# How to complete this task:
A complete answer includes every line below with the word "Cadde".

# Records supplied:

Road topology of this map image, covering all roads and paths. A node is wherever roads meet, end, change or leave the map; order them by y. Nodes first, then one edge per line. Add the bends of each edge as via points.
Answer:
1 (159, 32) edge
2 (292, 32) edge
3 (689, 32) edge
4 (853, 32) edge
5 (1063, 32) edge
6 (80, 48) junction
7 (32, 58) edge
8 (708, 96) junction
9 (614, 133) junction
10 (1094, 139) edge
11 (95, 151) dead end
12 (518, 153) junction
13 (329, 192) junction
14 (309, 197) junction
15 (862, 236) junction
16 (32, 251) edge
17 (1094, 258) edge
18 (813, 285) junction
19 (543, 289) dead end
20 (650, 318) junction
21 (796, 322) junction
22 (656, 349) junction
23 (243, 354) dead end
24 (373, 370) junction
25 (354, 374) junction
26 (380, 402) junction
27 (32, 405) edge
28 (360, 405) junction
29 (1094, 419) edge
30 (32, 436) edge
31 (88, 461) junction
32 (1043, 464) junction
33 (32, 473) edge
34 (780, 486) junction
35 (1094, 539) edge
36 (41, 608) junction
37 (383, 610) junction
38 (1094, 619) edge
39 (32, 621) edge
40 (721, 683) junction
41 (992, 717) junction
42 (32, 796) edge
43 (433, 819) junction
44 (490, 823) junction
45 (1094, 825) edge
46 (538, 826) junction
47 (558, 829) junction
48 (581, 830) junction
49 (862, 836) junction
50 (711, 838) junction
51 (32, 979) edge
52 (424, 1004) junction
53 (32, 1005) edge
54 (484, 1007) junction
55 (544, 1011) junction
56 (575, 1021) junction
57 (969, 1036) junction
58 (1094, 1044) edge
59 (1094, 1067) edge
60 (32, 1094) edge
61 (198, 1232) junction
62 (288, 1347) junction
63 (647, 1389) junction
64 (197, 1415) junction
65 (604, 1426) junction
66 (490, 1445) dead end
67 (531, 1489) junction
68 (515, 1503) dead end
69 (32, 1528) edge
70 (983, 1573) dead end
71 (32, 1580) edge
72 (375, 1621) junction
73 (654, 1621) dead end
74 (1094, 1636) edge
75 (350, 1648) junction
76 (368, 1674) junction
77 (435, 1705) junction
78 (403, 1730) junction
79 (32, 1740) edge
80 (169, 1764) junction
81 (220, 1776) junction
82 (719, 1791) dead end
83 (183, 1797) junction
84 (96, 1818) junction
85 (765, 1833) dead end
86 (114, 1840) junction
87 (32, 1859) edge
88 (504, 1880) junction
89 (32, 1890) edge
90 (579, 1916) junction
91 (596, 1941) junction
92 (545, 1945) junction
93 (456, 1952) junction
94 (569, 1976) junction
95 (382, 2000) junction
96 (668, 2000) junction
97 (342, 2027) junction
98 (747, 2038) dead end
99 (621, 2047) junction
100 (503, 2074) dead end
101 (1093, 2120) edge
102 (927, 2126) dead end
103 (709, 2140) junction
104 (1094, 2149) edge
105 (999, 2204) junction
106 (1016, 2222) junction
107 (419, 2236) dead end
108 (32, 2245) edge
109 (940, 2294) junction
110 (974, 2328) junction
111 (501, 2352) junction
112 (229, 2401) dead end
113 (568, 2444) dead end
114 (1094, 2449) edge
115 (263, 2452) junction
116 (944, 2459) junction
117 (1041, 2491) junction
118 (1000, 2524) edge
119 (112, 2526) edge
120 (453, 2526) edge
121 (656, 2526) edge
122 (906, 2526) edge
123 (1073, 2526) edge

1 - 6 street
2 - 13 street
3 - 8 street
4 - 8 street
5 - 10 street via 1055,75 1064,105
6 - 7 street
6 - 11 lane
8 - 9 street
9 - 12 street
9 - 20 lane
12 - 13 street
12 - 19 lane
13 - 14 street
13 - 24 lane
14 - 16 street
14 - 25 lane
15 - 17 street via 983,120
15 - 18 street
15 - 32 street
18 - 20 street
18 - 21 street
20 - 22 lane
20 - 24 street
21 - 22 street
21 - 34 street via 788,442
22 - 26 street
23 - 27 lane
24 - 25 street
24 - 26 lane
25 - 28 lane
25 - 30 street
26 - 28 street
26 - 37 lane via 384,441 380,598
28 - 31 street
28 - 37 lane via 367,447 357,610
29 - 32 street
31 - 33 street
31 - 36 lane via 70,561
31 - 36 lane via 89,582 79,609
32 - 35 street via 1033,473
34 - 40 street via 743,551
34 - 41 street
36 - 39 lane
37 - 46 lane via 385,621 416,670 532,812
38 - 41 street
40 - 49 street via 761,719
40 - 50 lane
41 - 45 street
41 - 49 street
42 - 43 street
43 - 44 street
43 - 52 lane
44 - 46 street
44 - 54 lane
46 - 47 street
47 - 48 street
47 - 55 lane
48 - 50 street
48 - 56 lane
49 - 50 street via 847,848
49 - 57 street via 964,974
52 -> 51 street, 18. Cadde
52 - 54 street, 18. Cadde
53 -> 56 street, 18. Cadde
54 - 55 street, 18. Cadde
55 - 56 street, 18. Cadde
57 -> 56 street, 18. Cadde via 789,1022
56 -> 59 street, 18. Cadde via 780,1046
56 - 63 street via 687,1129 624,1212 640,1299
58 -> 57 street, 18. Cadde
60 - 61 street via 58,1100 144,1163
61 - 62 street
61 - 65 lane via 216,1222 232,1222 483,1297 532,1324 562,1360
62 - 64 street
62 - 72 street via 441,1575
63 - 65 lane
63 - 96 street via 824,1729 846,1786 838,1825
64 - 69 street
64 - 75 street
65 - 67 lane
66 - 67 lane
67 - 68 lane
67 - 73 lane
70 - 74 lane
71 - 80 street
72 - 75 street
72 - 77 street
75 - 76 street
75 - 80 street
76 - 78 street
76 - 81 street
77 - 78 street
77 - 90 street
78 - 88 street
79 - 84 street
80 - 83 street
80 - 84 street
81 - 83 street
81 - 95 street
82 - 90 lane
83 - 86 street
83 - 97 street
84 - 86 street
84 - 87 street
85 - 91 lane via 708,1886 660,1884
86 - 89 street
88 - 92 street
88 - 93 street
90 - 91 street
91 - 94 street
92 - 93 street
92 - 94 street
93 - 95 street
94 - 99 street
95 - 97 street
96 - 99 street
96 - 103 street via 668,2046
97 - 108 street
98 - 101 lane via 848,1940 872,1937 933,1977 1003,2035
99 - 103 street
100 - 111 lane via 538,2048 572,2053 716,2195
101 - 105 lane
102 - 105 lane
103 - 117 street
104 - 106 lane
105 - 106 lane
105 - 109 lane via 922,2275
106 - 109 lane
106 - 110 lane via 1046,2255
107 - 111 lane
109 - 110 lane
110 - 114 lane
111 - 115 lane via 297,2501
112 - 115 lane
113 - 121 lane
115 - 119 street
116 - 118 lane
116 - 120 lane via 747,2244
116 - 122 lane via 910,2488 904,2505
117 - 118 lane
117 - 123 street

# Solved problem:
52 -> 51 street, 18. Cadde
52 - 54 street, 18. Cadde
53 -> 56 street, 18. Cadde
54 - 55 street, 18. Cadde
55 - 56 street, 18. Cadde
57 -> 56 street, 18. Cadde via 789,1022
56 -> 59 street, 18. Cadde via 780,1046
58 -> 57 street, 18. Cadde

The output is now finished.